I was in a long-distance relationship for three years and one of those years was spent with my boyfriend on another continent. We were long distance from the start, since we met online, but we made it through and are engaged and living in the same city now. Looking back, it sometimes seems like it wasn't that bad, but make no mistake, a long-distance relationship is incredibly difficult and requires a high level of dedication and maturity on both parts.

It will not be fun

You may love the person, but this isn't going to be a lot of romance and dates. You have to get used to the fact that your level of commitment to the other person has to be much higher than might be normally expected in a dating relationship. You have to trust them, be able to talk to them honestly, and be willing to make time for them (which is even harder when the other person lives in a vastly different time zone). You will have to let things go. You can't let fights fester, because the other person isn't going to be there to remind you how much you love them with a hug or a sorrowful look. You both have to slog through the problems and work shit out. There will be lots of angst.

Get a computer

I spent a lot of money on phone calls until we started using voice chat programs to talk via computer. It revolutionized things. We could talk as long as we wanted and it was invaluable in avoiding international phone fees. We'd always talked via ICQ and AIM before, but having free phone calls helped us stay in touch much better than by just chatting online.

Know when it will end

It's not important that the end of the relationship be marriage, but you should both have a clear idea when the separation will be over and what both of your levels of commitment are. My boyfriend and I knew that we had four years to get through while I finished college. We managed to cut a year off of that, but having an idea of when the end was, even though it was far away, always helped. If you don't know when you will be back together again (for good, not just for a visit) then it will be much harder to keep going.

Sex will be weird

If you're in a sexual relationship, that's obviously another factor that gets distorted by distance. The longest we were apart at one time was seven months and when I saw him again I hardly recognized him. It was hard because he would want a lot of sex and I wouldn't, having basically ignored my sex drive for months on end. But whatever the situation, having sex again with someone you haven't seen for a while can be strange.

Reuniting will be hard

It was probably harder than it needed to be for me, since when my boyfriend and I reunited we were also going through reverse culture shock from both having lived for the past year or so in another country. But even though being in the same place again seems like it will solve all your problems, it won't. You both will have changed and won't be used to having the other in your daily life. You won't be used to interacting with each other and physical affection will take some time to work out. After three years apart, it took my boyfriend and I four or five months to get comfortable with being together again and work out how being together changed our lives.
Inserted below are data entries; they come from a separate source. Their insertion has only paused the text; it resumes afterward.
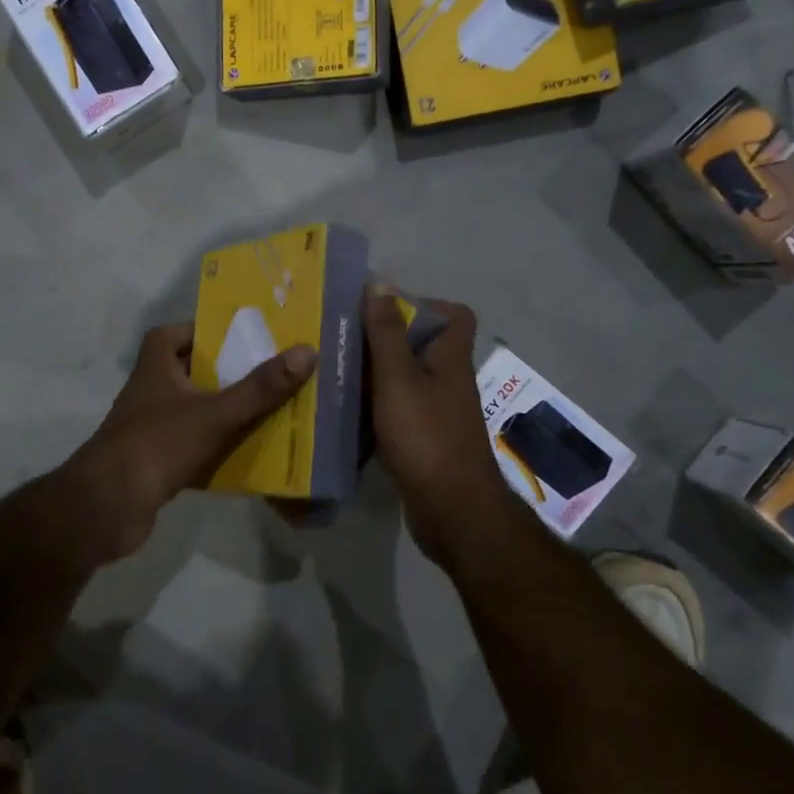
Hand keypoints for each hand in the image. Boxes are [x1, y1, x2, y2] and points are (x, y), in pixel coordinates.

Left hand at [65, 323, 316, 561]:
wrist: (109, 506)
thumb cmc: (159, 444)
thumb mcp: (217, 412)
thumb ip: (261, 387)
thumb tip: (307, 352)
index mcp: (155, 366)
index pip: (172, 334)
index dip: (202, 332)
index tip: (238, 337)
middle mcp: (149, 391)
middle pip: (190, 372)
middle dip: (225, 373)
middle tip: (266, 373)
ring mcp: (150, 428)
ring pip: (194, 410)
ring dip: (224, 410)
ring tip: (267, 410)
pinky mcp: (154, 461)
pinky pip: (192, 445)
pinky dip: (215, 446)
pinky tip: (246, 453)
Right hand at [363, 292, 523, 566]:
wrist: (451, 510)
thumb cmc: (426, 436)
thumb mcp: (398, 379)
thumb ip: (387, 333)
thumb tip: (380, 284)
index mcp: (450, 358)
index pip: (455, 315)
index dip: (425, 303)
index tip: (383, 308)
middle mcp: (449, 380)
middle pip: (424, 345)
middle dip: (387, 337)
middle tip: (345, 337)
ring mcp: (439, 412)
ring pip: (408, 379)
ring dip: (378, 373)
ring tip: (337, 368)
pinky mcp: (425, 440)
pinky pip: (400, 410)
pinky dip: (377, 406)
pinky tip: (346, 410)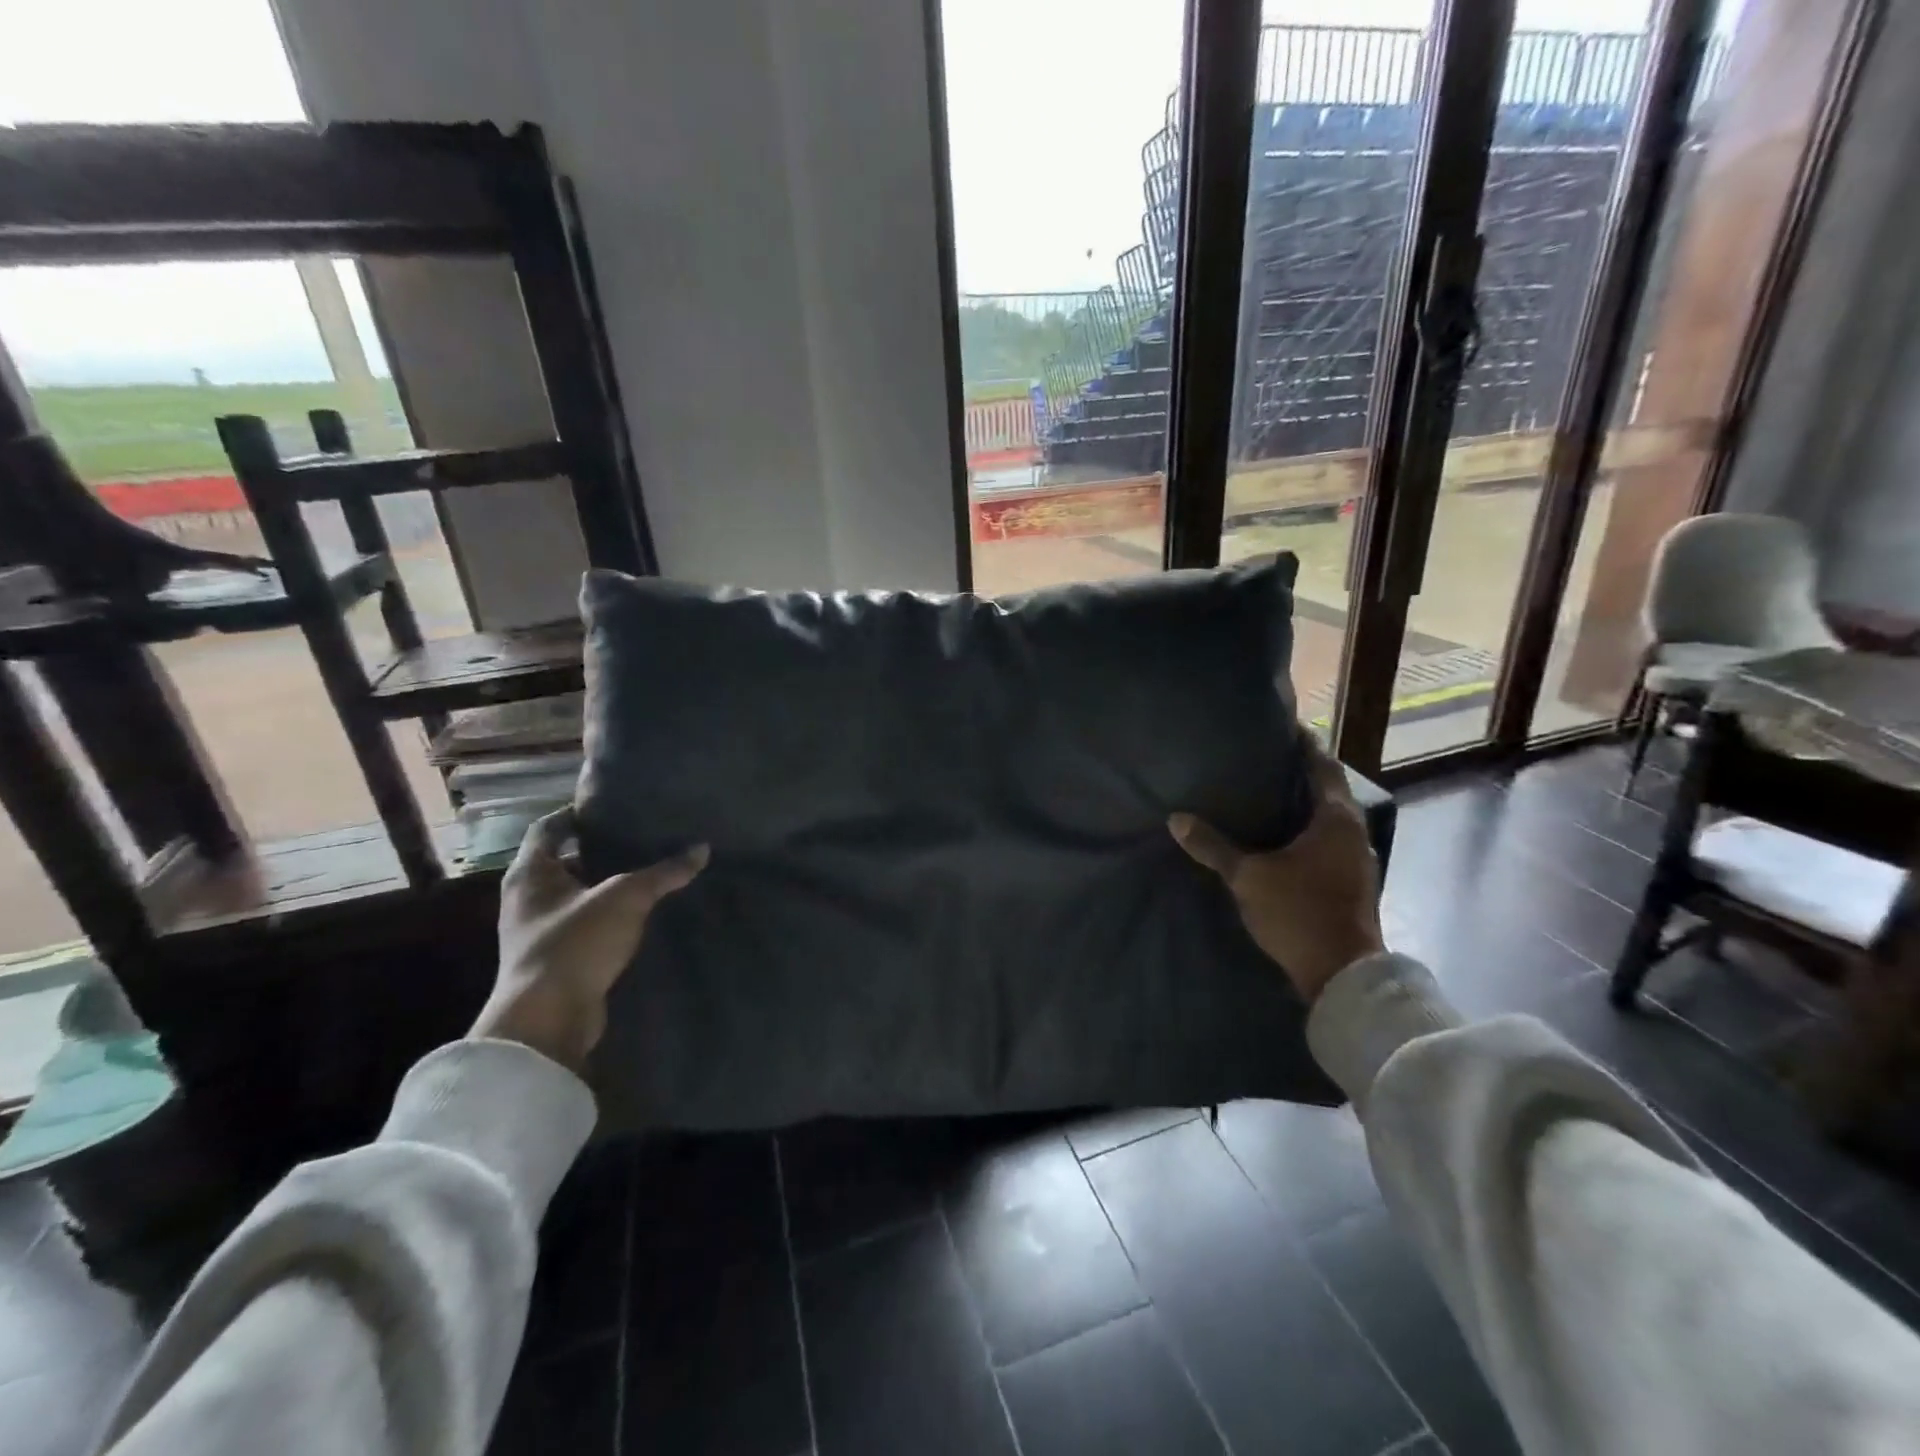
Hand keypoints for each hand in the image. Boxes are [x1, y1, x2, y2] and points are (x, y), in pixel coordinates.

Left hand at [472, 808, 707, 1073]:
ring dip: (605, 885)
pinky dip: (608, 915)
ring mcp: (539, 931)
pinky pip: (585, 924)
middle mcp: (527, 898)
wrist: (548, 1019)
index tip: (609, 807)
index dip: (575, 813)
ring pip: (576, 895)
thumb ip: (663, 872)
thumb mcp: (625, 898)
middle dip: (597, 849)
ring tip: (647, 870)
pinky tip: (641, 912)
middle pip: (562, 861)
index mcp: (530, 873)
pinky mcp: (556, 958)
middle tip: (638, 836)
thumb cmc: (575, 943)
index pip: (548, 828)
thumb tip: (702, 849)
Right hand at [1169, 734, 1383, 1002]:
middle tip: (1263, 762)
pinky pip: (1328, 843)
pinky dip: (1307, 833)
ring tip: (1267, 797)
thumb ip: (1213, 847)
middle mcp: (1354, 833)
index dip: (1305, 744)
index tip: (1284, 727)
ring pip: (1329, 819)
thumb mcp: (1248, 877)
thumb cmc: (1298, 912)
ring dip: (1303, 807)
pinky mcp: (1352, 884)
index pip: (1322, 765)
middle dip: (1299, 775)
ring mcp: (1357, 861)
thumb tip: (1177, 819)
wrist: (1342, 976)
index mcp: (1336, 819)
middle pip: (1328, 791)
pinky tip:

Having a long-distance relationship required an extraordinary amount of commitment, trust, and slogging through bucketfuls of angst. I got engaged part way through and actually it didn't really come as a surprise. Both of us had put such a level of stubborn determination into making it work that it felt like the commitment to getting married couldn't possibly be harder. In a way, we'd both decided on a marriage-like attitude towards each other from maybe halfway through, simply because that's what it took for us to keep it together.

The best thing to remember though is that it can be done! It's hard and will force you both to go through a lot of pain, but you can get though and it and your relationship will be the stronger for it.